Clos Malverne Sophia Limited Release 2008
By Christian Eedes, 24 March 2011
Clos Malverne owner Seymour Pritchard says that when winemaker Charl Coetzee informed him towards the end of last year that he was considering a move to Babylonstoren, the Paarl winery owned by Naspers CEO Koos Bekker, he quickly realised making a counter-offer was pointless, much as he might like to have retained Coetzee’s services. Gone was Coetzee only to be replaced by another Coetzee, Charl’s wife Suzanne, previously of Boland Kelder.
Yesterday the release of some new vintages. First up, the Le Café Pinotage 2010, Clos Malverne’s first foray into the coffee Pinotage category and supposedly done to “move away from our overly tradional image,” according to Coetzee. As ever with these wines, it doesn’t leave much to the imagination. Total production was 500 cases and price per bottle from the tasting room is R80.
Next, the much more refined Pinotage Reserve 2009 (R140 a bottle). It includes 10% Cabernet Sauvignon and spent 12 months in mainly French oak, 60% new. Dark cherry and an appealing herbal note on the nose and palate, fresh acidity and firm but fine tannins. Severe like a PVC-clad dominatrix and I really liked it.
The Pinotage Association would have it that a wine must contain at least 30% Pinotage in order to be considered a Cape Blend but this has never bothered Pritchard, the Clos Malverne well-established version namely Auret typically having less. “We do what’s right for the wine,” he says. The 2009 vintage (R160 a bottle) is a blend of 61% Cabernet Sauvignon, 25% Pinotage and 14% Merlot, which again spent 12 months in barrel, 60% new. Apart from a reductive note on the nose, it appears much more accessible than the Pinotage Reserve with upfront red fruit and soft tannins. “We could never decide between the Pinotage Reserve and the Auret as to which should be our flagship, so we ended up with two,” says Pritchard.

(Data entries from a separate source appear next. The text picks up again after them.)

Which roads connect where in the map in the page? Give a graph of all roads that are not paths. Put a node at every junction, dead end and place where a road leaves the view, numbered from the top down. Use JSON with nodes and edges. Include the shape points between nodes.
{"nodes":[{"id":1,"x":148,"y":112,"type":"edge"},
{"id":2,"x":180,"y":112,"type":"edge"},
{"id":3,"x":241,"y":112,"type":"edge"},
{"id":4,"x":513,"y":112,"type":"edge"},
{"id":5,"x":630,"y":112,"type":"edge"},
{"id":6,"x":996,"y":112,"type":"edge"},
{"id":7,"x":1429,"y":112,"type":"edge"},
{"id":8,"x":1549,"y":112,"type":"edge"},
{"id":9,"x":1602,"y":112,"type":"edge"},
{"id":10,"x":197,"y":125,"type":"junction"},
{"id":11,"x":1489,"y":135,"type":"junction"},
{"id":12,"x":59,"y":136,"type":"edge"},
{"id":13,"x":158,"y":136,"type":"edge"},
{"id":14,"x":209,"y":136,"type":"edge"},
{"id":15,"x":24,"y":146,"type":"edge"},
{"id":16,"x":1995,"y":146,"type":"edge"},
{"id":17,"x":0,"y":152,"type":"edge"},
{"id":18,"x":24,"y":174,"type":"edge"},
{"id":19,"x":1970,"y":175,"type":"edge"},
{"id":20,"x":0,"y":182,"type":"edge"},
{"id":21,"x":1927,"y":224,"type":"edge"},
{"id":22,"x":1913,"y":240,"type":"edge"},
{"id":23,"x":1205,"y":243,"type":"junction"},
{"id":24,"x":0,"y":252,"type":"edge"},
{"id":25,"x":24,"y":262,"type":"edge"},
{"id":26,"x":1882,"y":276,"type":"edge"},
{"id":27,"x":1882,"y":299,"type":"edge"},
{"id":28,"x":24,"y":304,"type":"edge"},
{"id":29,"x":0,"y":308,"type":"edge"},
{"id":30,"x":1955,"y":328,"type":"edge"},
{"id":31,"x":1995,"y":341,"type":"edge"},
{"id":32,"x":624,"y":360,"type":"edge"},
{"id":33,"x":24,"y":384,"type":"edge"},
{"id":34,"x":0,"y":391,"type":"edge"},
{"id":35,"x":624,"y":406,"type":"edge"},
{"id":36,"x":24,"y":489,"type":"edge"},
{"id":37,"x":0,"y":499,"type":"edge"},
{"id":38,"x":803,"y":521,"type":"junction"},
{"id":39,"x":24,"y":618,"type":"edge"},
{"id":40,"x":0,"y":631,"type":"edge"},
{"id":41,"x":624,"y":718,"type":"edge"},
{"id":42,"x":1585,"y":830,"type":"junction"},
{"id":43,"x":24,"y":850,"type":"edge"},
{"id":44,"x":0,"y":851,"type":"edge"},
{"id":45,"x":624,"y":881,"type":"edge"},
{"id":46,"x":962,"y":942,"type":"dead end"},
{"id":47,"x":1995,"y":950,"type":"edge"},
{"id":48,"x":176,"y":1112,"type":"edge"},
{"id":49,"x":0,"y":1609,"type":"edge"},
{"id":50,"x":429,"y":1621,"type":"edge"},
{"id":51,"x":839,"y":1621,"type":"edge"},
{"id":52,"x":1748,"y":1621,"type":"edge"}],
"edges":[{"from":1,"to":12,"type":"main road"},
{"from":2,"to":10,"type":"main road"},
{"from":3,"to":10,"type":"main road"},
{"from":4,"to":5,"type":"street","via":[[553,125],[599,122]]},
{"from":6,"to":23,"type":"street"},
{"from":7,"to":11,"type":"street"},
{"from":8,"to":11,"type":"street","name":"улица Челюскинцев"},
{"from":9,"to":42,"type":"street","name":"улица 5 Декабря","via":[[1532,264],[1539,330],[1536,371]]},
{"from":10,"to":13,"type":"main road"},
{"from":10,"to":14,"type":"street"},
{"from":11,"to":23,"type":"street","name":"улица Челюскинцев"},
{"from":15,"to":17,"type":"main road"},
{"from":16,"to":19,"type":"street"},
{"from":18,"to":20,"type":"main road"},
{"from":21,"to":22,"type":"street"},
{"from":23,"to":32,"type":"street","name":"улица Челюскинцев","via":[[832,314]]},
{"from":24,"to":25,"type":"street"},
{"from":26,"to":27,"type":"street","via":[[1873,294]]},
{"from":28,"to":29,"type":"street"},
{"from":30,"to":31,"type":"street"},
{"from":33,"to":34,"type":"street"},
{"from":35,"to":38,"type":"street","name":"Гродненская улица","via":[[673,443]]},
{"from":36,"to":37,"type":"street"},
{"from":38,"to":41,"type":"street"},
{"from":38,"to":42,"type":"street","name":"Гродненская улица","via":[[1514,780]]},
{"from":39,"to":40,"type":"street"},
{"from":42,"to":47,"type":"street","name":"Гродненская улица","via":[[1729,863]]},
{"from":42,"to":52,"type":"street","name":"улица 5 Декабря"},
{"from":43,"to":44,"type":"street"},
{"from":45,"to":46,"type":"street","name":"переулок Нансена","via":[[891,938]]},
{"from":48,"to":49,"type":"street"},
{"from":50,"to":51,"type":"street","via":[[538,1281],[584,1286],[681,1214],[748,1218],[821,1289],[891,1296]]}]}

Lastly, the Sophia 2008, named after Pritchard’s wife and the second ever bottling from Clos Malverne to be given a “Limited Release” designation since a special batch of Auret from the 2001 vintage. This wine is a blend of 60% Cabernet Sauvignon and 40% Merlot and spent 18 months in barrel, 100% new. There are very forthcoming aromas of dark fruit on the nose, while the palate shows great fruit expression, bright acidity and soft but not slippery tannins. “Complex but gentle,” says Coetzee, which is an excellent description. Total production was 600 bottles and the wine sells for R245 a bottle.